Data extracts:
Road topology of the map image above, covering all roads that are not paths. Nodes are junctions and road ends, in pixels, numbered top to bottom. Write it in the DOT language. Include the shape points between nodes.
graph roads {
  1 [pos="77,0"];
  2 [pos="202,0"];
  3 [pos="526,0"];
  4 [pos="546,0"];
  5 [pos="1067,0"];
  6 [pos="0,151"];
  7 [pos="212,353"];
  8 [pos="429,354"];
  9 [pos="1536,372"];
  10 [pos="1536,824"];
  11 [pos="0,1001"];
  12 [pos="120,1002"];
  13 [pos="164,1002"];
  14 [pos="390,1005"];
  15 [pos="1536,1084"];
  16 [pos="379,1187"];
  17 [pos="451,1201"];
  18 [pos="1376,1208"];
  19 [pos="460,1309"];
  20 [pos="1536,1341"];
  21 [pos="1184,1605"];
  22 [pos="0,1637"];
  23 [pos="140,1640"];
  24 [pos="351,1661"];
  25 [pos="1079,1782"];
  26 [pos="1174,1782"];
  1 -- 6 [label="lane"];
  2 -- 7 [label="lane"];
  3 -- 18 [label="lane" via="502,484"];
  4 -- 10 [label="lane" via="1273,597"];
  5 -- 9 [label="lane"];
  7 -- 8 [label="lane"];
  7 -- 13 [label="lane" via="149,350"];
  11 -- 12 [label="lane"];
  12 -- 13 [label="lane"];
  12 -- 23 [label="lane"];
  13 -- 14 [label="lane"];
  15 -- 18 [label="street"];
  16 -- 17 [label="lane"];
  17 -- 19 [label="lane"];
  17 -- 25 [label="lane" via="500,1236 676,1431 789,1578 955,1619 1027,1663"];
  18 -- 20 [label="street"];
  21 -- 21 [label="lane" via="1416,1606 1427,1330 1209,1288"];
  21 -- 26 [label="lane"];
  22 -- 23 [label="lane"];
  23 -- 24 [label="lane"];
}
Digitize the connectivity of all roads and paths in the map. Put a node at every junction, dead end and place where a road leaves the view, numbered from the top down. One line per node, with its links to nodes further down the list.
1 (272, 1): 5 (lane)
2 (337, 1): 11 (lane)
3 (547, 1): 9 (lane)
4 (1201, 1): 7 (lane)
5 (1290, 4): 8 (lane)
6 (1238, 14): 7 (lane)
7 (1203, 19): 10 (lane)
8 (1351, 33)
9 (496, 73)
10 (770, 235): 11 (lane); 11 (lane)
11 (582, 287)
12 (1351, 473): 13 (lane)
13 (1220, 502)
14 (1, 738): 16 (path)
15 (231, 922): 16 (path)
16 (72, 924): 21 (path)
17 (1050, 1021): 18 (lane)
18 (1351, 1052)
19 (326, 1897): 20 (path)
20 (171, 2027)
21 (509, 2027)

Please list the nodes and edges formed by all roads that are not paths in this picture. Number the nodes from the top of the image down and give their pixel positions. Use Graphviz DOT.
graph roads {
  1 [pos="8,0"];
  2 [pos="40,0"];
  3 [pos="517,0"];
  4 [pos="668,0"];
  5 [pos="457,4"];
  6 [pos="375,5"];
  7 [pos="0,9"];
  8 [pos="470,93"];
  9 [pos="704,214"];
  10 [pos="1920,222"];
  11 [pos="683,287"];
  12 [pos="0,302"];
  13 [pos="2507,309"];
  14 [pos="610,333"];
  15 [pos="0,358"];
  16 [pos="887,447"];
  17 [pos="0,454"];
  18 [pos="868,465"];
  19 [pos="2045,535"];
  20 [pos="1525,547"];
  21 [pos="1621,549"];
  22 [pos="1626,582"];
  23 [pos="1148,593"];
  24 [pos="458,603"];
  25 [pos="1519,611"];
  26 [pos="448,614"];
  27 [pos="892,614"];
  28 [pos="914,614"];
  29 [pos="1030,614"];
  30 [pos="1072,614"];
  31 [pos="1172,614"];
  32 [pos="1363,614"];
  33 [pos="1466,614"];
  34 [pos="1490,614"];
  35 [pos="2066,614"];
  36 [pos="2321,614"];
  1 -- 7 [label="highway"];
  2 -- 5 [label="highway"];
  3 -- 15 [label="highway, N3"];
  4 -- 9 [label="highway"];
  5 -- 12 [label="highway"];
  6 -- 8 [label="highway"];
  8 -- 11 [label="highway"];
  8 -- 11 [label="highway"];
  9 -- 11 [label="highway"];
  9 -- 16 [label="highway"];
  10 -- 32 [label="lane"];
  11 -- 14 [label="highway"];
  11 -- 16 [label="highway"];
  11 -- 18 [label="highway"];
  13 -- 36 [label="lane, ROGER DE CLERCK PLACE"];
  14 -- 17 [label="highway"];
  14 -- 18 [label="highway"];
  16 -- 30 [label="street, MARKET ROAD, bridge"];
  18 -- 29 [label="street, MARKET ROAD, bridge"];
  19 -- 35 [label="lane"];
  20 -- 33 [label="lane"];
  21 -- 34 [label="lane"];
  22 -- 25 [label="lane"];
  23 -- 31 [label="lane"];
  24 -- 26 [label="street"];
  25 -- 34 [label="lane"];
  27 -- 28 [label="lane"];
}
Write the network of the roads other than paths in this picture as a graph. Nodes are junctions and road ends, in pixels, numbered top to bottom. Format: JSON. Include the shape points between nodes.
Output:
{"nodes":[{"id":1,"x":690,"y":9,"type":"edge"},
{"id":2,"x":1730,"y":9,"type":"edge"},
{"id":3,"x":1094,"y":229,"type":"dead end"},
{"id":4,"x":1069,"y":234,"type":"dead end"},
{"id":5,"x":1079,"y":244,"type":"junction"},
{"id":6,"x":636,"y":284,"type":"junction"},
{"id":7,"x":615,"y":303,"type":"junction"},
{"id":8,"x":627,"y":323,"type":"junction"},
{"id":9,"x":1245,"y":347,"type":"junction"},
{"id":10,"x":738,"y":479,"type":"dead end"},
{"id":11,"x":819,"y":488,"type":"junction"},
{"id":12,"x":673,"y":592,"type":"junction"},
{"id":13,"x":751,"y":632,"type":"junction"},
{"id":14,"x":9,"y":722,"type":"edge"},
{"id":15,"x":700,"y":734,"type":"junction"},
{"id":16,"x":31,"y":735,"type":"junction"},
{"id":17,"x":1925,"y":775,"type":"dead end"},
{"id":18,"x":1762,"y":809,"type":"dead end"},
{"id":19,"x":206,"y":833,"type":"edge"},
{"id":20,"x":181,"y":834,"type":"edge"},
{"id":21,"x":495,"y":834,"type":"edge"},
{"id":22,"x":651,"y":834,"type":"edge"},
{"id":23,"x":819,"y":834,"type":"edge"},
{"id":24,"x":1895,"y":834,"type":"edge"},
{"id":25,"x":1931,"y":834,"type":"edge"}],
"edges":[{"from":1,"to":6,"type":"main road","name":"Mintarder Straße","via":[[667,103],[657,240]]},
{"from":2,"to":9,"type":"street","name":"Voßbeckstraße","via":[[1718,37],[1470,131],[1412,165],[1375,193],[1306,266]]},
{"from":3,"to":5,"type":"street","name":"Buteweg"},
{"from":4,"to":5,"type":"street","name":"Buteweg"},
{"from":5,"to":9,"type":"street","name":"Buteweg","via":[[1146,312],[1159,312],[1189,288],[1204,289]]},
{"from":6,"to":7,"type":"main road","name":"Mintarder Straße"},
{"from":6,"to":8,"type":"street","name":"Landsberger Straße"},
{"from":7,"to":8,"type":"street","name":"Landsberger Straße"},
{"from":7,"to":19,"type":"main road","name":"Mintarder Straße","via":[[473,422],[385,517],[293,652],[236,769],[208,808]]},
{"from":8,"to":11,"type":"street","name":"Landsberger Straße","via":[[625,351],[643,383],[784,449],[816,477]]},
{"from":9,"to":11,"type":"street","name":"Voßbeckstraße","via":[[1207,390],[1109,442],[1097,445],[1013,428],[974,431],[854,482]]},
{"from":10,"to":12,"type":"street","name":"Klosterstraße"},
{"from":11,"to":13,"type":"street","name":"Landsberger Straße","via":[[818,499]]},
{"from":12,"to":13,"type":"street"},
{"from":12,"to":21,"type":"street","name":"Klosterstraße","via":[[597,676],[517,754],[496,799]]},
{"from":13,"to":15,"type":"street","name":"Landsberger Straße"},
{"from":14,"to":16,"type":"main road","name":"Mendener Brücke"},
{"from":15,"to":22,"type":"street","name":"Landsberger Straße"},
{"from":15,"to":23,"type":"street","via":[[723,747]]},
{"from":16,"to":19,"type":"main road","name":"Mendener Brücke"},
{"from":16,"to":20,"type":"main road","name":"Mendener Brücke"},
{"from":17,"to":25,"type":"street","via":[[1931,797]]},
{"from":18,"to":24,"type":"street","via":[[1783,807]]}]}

Task description: Go through the material and copy every line in which the word "dead" occurs.

Response box:
Digitize the connectivity of all roads and paths in the map. Put a node at every junction, dead end and place where a road leaves the view, numbered from the top down. One line per node, with its links to nodes further down the list.
{"id":3,"x":1094,"y":229,"type":"dead end"},
{"id":4,"x":1069,"y":234,"type":"dead end"},
{"id":10,"x":738,"y":479,"type":"dead end"},
{"id":17,"x":1925,"y":775,"type":"dead end"},
{"id":18,"x":1762,"y":809,"type":"dead end"},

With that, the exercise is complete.